### [WHAT YOU NEED TO DO]
Which of the lines in the listing that follows hold "bottom"? Pull each one out.

### [DATA EXTRACT]
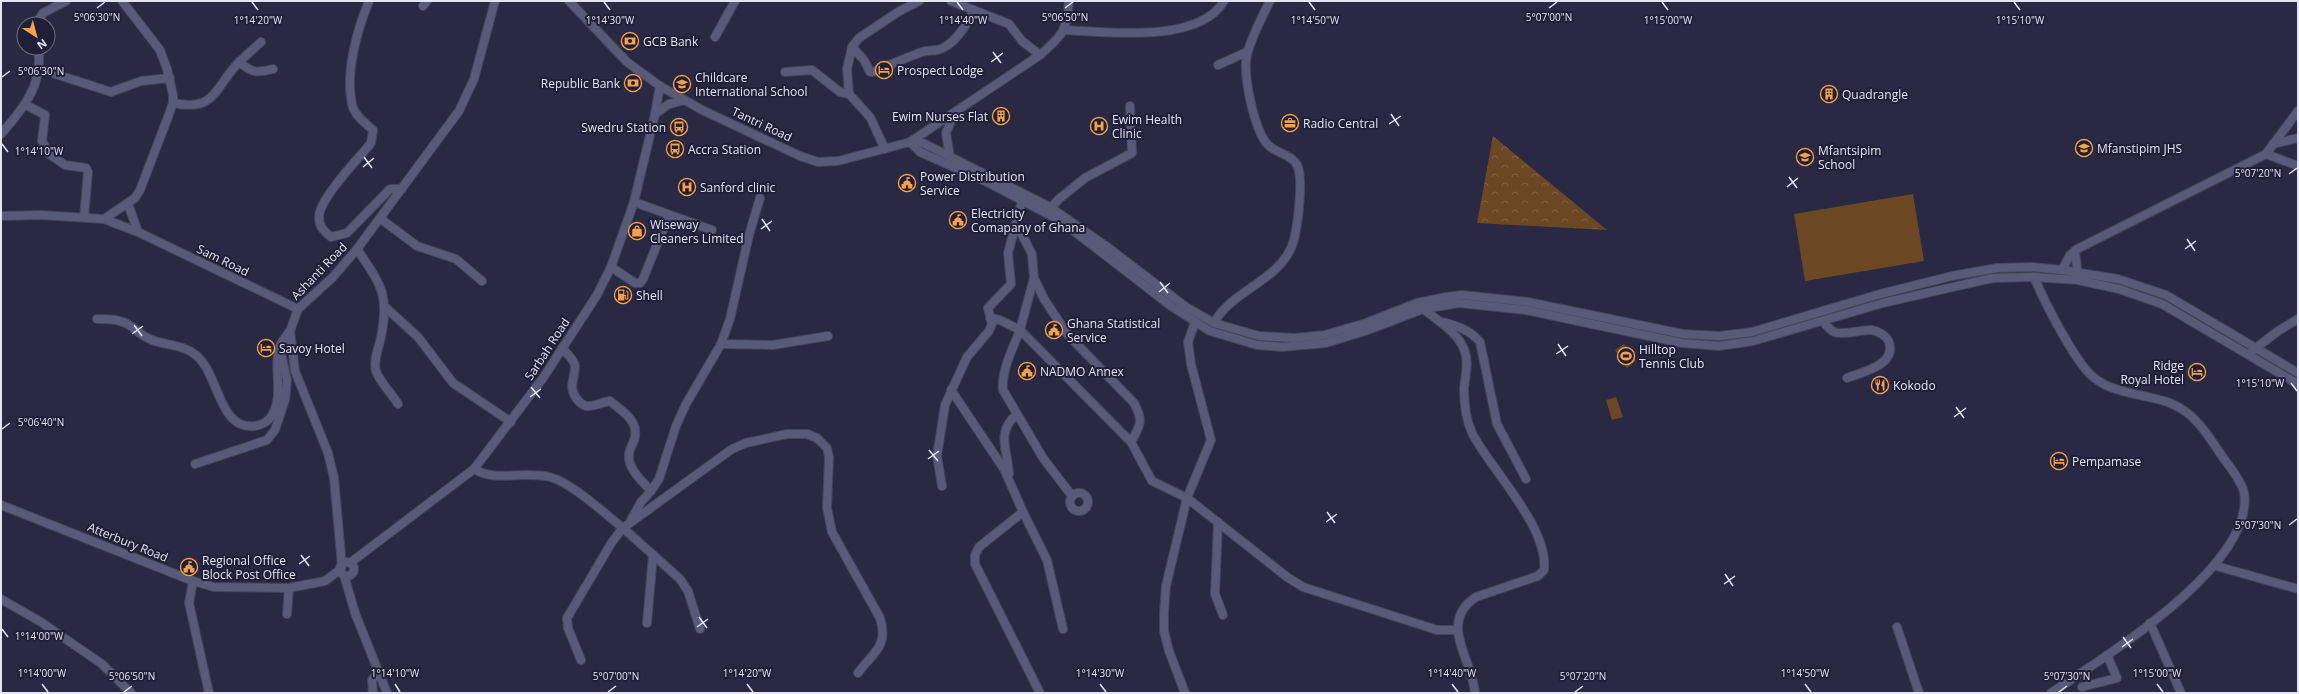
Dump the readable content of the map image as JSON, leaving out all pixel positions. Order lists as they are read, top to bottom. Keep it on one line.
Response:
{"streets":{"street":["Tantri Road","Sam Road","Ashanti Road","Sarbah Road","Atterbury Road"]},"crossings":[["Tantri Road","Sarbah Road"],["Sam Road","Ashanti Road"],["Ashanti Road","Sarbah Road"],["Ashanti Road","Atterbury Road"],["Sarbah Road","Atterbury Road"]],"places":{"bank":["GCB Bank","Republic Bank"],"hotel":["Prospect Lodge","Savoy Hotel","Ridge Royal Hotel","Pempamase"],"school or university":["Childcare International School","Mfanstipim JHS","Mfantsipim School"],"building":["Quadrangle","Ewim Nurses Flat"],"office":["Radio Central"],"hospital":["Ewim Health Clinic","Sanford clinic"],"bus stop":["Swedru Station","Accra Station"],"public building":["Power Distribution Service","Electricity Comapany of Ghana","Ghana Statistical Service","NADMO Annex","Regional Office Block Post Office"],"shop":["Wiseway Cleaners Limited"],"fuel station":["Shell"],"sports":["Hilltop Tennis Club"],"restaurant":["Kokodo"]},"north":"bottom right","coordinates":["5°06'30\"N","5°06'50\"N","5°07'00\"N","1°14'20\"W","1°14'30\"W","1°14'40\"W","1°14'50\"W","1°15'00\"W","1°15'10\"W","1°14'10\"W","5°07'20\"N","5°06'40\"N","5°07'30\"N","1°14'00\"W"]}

### [WRITTEN REPLY]
Dump the readable content of the map image as JSON, leaving out all pixel positions. Order lists as they are read, top to bottom. Keep it on one line.
{"streets":{"street":["Tantri Road","Sam Road","Ashanti Road","Sarbah Road","Atterbury Road"]},"crossings":[["Tantri Road","Sarbah Road"],["Sam Road","Ashanti Road"],["Ashanti Road","Sarbah Road"],["Ashanti Road","Atterbury Road"],["Sarbah Road","Atterbury Road"]],"places":{"bank":["GCB Bank","Republic Bank"],"hotel":["Prospect Lodge","Savoy Hotel","Ridge Royal Hotel","Pempamase"],"school or university":["Childcare International School","Mfanstipim JHS","Mfantsipim School"],"building":["Quadrangle","Ewim Nurses Flat"],"office":["Radio Central"],"hospital":["Ewim Health Clinic","Sanford clinic"],"bus stop":["Swedru Station","Accra Station"],"public building":["Power Distribution Service","Electricity Comapany of Ghana","Ghana Statistical Service","NADMO Annex","Regional Office Block Post Office"],"shop":["Wiseway Cleaners Limited"],"fuel station":["Shell"],"sports":["Hilltop Tennis Club"],"restaurant":["Kokodo"]},"north":"bottom right","coordinates":["5°06'30\"N","5°06'50\"N","5°07'00\"N","1°14'20\"W","1°14'30\"W","1°14'40\"W","1°14'50\"W","1°15'00\"W","1°15'10\"W","1°14'10\"W","5°07'20\"N","5°06'40\"N","5°07'30\"N","1°14'00\"W"]}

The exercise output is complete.